WHAT THE TASK ASKS: Repeat the entire listing below exactly.

INPUT:
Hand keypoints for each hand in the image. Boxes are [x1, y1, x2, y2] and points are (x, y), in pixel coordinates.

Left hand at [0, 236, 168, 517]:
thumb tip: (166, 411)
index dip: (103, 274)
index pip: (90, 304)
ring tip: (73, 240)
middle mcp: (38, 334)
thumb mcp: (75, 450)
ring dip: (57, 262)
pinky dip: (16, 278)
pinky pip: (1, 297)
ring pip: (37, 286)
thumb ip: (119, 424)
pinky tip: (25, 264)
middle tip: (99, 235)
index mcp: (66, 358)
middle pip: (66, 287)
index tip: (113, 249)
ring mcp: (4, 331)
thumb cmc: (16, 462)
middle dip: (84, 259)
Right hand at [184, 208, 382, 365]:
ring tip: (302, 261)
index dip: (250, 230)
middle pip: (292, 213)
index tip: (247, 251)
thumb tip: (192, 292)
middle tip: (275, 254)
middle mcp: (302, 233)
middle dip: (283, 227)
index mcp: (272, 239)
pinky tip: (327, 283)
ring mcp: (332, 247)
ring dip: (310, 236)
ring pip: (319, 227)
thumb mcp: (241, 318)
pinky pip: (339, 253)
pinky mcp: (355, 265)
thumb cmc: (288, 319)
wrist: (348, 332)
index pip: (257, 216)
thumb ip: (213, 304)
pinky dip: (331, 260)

TASK RESULT:
Hand keypoints for each hand in the image. Boxes are [x1, y1, x2, y2] and points are (x, y), in pixel coordinates.

Left hand at [0, 236, 168, 517]:
thumb tip: (166, 411)
index dip: (103, 274)
index pip: (90, 304)
ring tip: (73, 240)
middle mcp: (38, 334)
thumb mcp: (75, 450)
ring dip: (57, 262)
pinky dip: (16, 278)
pinky pip: (1, 297)
ring pip: (37, 286)
thumb ip: (119, 424)
pinky tip: (25, 264)
middle tip: (99, 235)
index mcp: (66, 358)
middle pip: (66, 287)
index tip: (113, 249)
ring mcp: (4, 331)
thumb cmc: (16, 462)
middle dip: (84, 259)
Right hand at [184, 208, 382, 365]:
ring tip: (302, 261)
index dip: (250, 230)
middle pip: (292, 213)
index tip: (247, 251)
thumb tip: (192, 292)
middle tip: (275, 254)
middle mcp: (302, 233)
middle dip: (283, 227)
index mcp: (272, 239)
pinky tip: (327, 283)
ring mcp: (332, 247)
ring dip: (310, 236)
ring pip: (319, 227)
thumb mcp: (241, 318)
pinky pip: (339, 253)
pinky mcp: (355, 265)
thumb cmc: (288, 319)
wrist: (348, 332)
index pip: (257, 216)
thumb ip: (213, 304)
pinky dip: (331, 260)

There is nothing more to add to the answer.